Thanks to ongoing research and innovation, the remaining patients are not destined for a life with medically intractable seizures. New treatment options are providing new hope to those who were previously deemed untreatable.

At the GW Epilepsy Center, and in collaboration with Children’s National Medical Center, surgeons position intracranial electrodes with robotic assistance, allowing more accurate placement. Surgeons ablate focus areas with greater precision. Patients who undergo surgery often leave the hospital the following day with little or no pain.*

The GW Epilepsy Center also has nutrition experts who train patients with medically intractable epilepsy to use special diets that have been shown to reduce seizures. “We provide whatever care we can to help improve a patient’s quality of life,” says Dr. Koubeissi. “As a designated Level 4 Center by the National Association of Epilepsy Centers, there is no studied, successful technique available that we don’t use.”

Finding Novel Therapies

The Epilepsy Center doesn’t just rely on approved epilepsy therapies. The team actively participates in a wide variety of ongoing research and clinical trials that aim at pushing the envelope on epilepsy knowledge and care.

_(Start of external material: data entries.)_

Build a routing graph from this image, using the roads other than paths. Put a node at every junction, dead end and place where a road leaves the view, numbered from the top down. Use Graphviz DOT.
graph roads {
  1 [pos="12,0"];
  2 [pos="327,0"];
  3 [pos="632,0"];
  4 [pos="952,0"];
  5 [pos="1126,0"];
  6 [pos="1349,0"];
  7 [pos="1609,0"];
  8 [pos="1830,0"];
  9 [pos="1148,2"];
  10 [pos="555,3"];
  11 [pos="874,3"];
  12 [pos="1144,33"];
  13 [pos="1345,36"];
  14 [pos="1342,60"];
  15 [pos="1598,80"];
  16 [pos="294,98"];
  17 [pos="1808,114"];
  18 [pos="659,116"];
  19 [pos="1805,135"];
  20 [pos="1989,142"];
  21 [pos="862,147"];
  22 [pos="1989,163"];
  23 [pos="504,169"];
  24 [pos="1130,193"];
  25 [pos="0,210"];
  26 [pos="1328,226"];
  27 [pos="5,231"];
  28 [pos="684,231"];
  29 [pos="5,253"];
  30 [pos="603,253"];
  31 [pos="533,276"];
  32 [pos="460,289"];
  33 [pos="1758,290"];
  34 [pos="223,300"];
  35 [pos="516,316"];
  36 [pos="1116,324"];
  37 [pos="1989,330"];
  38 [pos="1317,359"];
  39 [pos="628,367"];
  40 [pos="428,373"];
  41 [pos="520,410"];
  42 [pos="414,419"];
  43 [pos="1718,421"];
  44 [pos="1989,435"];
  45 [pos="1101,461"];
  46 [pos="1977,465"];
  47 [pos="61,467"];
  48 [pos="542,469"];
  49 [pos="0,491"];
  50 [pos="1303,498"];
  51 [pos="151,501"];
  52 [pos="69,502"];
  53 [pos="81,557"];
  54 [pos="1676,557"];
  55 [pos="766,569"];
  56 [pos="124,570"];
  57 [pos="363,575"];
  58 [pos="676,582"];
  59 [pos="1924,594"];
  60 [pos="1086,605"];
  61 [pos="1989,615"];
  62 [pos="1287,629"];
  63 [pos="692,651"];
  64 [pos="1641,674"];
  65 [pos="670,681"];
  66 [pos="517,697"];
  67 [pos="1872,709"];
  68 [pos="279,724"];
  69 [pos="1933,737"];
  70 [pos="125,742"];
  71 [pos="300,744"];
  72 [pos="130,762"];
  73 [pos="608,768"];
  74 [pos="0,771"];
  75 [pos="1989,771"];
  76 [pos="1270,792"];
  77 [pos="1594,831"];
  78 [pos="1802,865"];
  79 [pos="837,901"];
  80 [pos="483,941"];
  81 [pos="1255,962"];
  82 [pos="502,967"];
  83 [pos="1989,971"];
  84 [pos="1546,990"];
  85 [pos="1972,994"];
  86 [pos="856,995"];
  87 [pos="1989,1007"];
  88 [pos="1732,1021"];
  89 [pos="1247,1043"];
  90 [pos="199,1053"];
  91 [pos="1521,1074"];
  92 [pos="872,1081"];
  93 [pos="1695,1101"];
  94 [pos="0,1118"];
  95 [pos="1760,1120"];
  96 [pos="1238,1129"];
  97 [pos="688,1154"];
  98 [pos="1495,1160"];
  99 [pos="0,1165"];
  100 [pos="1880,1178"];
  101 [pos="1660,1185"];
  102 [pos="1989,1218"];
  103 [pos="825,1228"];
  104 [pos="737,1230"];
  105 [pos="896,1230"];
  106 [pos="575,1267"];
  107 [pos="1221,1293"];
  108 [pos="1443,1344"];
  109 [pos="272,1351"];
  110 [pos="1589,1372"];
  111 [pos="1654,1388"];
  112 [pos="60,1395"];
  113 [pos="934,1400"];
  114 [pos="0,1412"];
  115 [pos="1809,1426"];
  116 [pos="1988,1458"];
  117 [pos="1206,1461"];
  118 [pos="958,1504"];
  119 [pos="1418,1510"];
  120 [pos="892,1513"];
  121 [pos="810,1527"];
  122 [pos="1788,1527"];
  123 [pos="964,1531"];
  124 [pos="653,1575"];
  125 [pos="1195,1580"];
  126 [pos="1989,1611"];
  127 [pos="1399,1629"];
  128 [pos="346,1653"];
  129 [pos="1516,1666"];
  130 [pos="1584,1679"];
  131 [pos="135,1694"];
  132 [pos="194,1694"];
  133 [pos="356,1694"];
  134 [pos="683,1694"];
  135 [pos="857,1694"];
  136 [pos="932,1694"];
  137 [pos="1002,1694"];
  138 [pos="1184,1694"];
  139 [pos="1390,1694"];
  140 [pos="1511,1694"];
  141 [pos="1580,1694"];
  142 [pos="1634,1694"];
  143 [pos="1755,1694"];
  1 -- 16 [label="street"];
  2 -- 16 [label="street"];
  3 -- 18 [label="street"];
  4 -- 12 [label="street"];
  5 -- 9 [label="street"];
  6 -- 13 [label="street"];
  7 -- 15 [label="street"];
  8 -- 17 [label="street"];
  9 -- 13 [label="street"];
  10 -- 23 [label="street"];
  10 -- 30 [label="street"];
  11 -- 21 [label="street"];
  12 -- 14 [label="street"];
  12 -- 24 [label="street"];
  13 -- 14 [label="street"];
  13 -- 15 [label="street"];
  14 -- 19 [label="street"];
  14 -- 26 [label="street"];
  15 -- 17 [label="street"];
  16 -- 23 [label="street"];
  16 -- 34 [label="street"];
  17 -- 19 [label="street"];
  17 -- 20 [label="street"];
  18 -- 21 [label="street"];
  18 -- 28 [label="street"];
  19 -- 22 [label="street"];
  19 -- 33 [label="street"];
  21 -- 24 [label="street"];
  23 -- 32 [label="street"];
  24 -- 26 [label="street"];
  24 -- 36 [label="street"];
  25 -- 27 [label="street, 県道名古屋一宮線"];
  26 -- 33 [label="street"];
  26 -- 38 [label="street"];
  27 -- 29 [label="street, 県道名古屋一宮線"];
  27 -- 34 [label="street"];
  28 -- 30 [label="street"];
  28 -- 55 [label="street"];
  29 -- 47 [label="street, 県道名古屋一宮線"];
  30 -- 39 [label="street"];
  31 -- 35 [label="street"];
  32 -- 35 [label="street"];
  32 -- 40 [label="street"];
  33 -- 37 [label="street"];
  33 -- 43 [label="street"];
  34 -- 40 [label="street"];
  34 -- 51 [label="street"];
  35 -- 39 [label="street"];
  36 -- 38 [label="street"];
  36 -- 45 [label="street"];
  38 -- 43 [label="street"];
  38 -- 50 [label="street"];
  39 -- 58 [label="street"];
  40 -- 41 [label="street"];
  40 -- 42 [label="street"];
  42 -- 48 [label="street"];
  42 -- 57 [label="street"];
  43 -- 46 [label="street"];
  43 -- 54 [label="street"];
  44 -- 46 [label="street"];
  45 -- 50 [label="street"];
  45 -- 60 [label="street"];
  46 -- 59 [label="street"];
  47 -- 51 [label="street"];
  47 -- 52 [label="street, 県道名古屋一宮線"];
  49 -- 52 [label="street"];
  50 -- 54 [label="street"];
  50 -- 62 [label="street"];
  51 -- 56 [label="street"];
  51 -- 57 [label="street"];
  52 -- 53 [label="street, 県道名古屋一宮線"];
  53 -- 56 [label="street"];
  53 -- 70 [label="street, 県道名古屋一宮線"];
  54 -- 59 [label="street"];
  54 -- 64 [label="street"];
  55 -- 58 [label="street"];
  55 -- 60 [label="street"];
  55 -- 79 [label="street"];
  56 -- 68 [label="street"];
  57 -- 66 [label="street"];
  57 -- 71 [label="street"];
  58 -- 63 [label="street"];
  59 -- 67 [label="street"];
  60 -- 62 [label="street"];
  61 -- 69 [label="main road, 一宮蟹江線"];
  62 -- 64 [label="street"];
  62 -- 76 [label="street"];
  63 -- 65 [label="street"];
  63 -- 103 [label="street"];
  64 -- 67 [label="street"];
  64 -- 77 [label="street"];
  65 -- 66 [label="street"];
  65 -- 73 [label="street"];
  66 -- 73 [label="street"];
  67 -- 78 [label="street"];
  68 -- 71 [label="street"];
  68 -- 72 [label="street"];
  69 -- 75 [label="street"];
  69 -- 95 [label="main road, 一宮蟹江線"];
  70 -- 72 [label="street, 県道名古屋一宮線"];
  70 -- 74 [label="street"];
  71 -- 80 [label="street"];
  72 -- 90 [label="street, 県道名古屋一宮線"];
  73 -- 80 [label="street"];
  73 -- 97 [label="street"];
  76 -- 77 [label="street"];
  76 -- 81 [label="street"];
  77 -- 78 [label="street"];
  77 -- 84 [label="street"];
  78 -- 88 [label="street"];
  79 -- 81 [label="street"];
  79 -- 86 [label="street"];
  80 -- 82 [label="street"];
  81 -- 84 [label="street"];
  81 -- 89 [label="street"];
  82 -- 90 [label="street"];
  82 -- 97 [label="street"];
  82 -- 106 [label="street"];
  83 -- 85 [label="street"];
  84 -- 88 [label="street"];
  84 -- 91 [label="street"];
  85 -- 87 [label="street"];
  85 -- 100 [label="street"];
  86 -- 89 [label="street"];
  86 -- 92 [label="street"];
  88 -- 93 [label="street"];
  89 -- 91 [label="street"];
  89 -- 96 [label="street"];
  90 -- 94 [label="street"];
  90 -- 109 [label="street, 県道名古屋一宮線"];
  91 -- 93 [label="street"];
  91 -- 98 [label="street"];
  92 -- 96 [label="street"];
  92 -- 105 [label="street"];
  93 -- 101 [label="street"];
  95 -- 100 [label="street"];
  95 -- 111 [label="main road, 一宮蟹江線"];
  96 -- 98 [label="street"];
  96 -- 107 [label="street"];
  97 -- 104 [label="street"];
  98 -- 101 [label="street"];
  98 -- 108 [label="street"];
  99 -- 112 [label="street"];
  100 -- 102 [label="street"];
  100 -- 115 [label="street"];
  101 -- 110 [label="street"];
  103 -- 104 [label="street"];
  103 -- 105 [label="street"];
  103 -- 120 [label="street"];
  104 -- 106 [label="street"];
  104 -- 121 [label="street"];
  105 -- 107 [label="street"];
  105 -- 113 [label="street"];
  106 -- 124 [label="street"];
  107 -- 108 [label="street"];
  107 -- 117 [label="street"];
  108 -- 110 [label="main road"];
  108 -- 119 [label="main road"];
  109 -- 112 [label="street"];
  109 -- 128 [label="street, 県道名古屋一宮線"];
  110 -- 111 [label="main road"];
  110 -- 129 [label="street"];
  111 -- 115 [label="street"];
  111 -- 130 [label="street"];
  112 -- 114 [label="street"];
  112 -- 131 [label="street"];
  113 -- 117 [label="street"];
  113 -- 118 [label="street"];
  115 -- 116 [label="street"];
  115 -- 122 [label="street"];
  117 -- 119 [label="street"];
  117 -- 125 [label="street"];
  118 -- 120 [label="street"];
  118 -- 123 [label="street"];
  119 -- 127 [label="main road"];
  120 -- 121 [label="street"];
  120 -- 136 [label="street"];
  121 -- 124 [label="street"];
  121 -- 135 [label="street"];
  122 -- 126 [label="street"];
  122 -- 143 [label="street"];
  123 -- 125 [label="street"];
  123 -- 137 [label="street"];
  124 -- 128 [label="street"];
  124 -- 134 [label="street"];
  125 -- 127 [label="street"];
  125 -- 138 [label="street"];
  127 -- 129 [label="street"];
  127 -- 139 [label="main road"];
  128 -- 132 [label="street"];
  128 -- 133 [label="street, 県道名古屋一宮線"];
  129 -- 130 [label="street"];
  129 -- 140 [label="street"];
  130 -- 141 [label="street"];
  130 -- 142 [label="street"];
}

One distinguishing project featured in a National Geographic® documentary involved treating multi-focal epilepsy originating in both temporal lobes. Patients with this condition are ineligible for traditional surgical approaches. In an effort to find a new therapy, the team at GW Hospital used deep brain stimulation to send electrical pulses to the white matter that connects with the seizure-generating regions of the brain. Whereas all other research utilized high-frequency stimulation, they used low-frequency stimulation. The result was that three out of four patients found relief from seizures.

Dr. Koubeissi admits it is hard to draw conclusions from such a small sample size, but explains that the progress is still noteworthy. “The results thus far are promising enough to embark on a larger, multi-center trial,” says Dr. Koubeissi.

Other encouraging research involves identifying areas responsible for generating seizures. In animal studies, Dr. Koubeissi and his team identified an area within the primary olfactory cortex that plays a key role in seizure generation. By delivering electrical stimulation to the area, seizures were almost eliminated. Patients are being sought out to test similar therapies on humans.

“We hope to cure seizures completely, and this is possible,” Dr. Koubeissi says. While possible, Dr. Koubeissi hesitates to commit to a timeframe on epilepsy’s abolishment. However, he indicates that such a cure could come at any time. And if it happens in his lifetime, Dr. Koubeissi says, “I won’t be horribly surprised.”

Podcast – Epilepsy 101

Listen to Dr. Mohamad Koubeissi's podcast to learn more.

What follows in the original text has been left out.